# Is a flat, locally finite type morphism open?

Let $f: X\to Y$ be a morphism between arbitrary schemes. It is proved in EGA IV Prop 2.4.6 that if f is flat and locally of finite presentation, then f is open. If one replaces locally of finite presentation by locally of finite type, I don't think that the statement is still true (unless X and Y are locally noetherian) but I don't know of any counterexample.

There are absolutely flat rings $A$ (i.e. every $A$-module is flat) with nonisolated (automatically closed) points $x$ in the spectrum. Then take the inclusion $x\to \mathrm{Spec}(A)$. Examples of such rings are ($k$ being any field):
• infinite products of fields, e.g. $k^\mathbb{N}$: you get a nontrivial maximal ideal from any nonprincipal ultrafilter on $\mathbb{N}$,
• the ring of locally constant $k$-valued functions on any (infinite) totally disconnected compact Hausdorff space $Y$: then it is a classical exercise that the spectrum is $Y$.

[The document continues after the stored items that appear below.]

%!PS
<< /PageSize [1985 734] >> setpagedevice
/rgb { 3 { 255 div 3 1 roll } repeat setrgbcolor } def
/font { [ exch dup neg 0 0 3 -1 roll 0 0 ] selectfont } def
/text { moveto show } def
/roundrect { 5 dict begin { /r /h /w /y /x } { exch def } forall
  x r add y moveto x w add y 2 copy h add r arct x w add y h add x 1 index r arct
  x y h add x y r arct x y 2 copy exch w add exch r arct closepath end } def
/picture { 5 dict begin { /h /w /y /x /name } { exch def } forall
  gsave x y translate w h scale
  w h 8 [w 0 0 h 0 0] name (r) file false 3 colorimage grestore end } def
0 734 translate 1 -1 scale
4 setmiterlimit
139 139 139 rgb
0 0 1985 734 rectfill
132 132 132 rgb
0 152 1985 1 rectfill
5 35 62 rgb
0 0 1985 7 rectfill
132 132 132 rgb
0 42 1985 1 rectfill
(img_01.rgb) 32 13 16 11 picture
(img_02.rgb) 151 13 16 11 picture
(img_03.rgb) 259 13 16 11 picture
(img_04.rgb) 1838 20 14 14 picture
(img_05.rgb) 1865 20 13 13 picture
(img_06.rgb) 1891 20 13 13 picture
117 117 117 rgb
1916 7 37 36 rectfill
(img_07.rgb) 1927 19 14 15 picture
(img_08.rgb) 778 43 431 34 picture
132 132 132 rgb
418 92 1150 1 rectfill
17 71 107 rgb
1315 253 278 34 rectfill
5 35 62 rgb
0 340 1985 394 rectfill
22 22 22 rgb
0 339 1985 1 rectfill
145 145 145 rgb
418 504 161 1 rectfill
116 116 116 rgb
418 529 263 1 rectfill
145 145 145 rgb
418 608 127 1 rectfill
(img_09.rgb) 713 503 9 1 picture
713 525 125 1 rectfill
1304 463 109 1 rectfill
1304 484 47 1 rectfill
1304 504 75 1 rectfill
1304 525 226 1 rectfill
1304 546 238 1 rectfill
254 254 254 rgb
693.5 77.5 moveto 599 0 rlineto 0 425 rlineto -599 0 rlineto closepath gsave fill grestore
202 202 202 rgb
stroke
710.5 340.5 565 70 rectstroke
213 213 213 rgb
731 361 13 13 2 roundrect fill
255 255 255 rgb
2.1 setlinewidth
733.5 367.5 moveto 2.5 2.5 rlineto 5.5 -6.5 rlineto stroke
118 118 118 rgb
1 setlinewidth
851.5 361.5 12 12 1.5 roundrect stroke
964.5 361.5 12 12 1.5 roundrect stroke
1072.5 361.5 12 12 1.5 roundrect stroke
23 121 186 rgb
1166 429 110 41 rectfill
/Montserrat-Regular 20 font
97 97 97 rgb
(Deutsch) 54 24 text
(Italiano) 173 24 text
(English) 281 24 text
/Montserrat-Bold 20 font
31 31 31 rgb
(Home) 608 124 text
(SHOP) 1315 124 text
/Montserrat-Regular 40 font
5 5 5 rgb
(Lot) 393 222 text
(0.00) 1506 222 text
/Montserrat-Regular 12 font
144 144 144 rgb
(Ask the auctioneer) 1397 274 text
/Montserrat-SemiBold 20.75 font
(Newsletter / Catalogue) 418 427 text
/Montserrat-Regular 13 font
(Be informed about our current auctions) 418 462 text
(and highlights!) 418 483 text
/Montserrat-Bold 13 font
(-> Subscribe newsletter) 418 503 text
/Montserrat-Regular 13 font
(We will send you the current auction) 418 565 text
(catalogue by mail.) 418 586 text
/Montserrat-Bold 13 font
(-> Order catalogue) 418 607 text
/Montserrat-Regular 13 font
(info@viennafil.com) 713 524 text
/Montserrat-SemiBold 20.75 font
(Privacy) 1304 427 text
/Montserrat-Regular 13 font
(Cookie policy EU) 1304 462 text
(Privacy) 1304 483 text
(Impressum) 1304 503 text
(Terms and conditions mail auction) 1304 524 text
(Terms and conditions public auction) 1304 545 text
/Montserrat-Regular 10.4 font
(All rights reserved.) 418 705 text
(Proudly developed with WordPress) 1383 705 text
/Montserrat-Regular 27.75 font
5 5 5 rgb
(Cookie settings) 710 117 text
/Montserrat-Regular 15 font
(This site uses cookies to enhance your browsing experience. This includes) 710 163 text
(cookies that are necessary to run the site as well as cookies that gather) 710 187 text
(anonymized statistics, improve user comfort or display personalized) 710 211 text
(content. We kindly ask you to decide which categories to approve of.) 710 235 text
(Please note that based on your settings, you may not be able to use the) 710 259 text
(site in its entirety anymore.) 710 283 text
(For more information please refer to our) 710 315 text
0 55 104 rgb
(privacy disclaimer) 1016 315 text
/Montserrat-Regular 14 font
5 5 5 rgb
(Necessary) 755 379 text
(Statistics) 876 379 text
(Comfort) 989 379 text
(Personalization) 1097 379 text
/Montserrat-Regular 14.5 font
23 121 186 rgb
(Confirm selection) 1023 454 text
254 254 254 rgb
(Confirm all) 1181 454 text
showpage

Over a field $k$, another related (and somehow more algebraic) example is the "universal" $k$-algebra $A$ generated by countably many orthogonal idempotents. In other words $A$ is the $k$-algebra obtained as the quotient of the polynomial ring $k[X_1,X_2,...]$ in countably many variables, by the ideal generated by all polynomials $X_i^2-X_i$ and $X_iX_j$ for $i\ne j$. It is easy to see that the maximal ideal $m=(X_1,X_2,...)$ gives a nonisolated closed point of $Spec(A)$. Moreover the local ring $A_m$ is just $k$, so that the closed immersion $i:Spec(A/m)\to Spec(A)$ is flat (the extension of local rings is an isomorphism). Thus it is a flat, finite type, morphism which is not open.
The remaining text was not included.